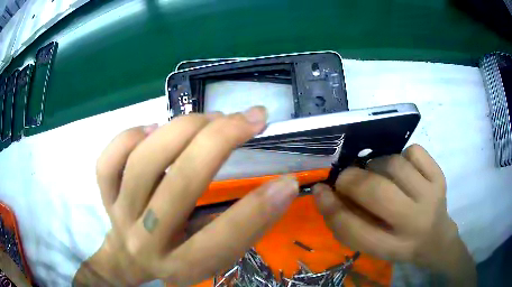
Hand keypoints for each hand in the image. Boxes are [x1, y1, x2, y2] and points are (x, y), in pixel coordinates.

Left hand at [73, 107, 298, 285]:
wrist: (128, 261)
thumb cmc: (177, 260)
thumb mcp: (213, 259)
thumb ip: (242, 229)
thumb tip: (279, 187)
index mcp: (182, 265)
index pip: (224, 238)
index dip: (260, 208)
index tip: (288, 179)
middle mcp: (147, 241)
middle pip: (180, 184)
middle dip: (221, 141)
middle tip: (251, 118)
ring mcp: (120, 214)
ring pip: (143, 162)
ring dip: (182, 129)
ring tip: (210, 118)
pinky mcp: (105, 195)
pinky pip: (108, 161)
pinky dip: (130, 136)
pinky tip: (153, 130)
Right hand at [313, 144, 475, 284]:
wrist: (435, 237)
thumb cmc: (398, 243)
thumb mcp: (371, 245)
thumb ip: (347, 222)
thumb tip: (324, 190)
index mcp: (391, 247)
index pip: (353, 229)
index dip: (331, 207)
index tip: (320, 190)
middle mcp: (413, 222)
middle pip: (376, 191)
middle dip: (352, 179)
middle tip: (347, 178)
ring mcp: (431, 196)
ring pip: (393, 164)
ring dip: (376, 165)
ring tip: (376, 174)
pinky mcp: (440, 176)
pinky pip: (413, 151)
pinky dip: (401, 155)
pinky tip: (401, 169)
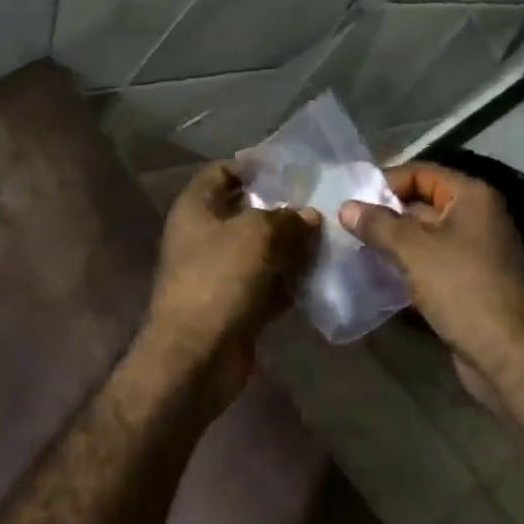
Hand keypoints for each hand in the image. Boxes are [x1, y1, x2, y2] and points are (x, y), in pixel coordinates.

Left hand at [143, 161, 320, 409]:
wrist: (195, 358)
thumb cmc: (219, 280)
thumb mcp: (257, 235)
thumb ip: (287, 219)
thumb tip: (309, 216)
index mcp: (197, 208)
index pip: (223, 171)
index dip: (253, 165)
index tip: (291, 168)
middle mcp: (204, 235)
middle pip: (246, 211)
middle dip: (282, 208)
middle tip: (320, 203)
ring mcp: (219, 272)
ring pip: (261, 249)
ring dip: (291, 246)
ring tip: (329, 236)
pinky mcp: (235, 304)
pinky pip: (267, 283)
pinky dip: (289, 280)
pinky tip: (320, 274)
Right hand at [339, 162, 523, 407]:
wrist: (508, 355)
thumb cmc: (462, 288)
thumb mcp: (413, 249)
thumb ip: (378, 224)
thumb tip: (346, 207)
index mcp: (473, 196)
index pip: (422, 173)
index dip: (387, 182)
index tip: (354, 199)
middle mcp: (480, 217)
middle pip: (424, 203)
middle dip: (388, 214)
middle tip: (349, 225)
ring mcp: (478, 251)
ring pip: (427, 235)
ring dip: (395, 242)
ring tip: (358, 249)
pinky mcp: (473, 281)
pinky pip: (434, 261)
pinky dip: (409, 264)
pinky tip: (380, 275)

---

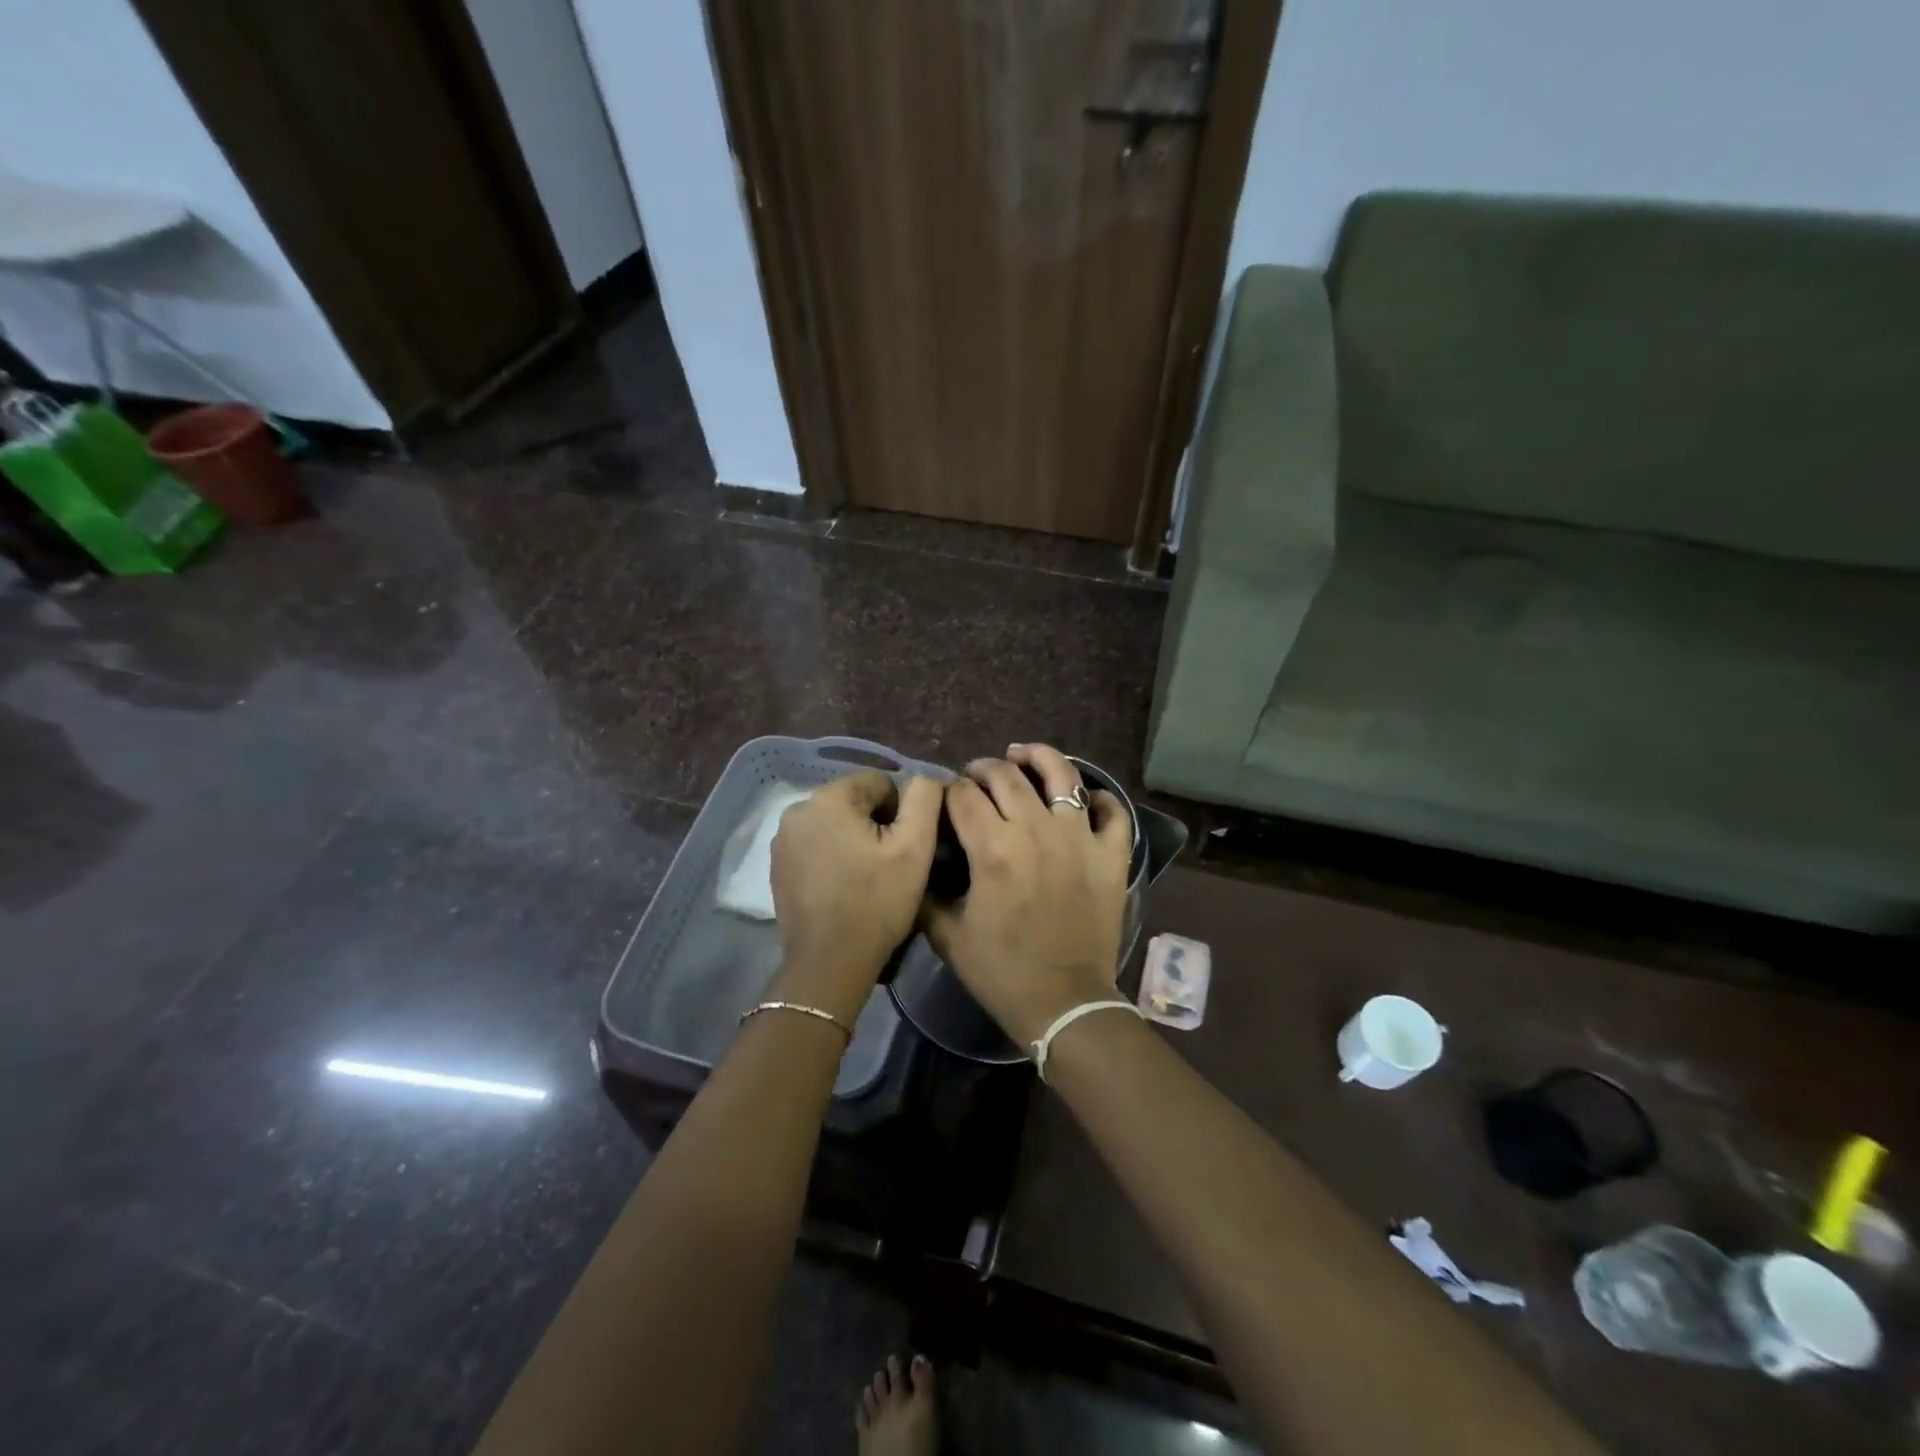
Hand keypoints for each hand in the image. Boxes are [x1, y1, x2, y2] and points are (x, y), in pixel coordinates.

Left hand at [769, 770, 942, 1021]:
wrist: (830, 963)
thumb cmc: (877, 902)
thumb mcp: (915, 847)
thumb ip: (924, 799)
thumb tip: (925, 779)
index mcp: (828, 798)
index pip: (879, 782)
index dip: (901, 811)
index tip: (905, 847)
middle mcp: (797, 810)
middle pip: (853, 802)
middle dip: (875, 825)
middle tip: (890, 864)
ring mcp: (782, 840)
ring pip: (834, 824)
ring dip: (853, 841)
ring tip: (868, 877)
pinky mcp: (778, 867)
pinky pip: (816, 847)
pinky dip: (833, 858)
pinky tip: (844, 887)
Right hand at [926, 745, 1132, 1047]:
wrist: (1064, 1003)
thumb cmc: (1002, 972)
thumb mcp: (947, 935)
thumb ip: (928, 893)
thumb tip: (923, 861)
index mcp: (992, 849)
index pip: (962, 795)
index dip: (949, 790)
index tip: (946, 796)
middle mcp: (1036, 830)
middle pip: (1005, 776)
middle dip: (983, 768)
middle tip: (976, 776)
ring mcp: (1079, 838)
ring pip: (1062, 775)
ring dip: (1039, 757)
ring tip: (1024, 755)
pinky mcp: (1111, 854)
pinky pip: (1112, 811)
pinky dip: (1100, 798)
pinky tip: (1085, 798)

#### WHAT TO DO
Which lines of the entries above contain the string "Left"? Copy each one.

#### ANSWER SECTION
Left hand at [73, 107, 298, 285]:
Left hand at [143, 161, 320, 409]:
Left hand at [769, 770, 942, 1021]:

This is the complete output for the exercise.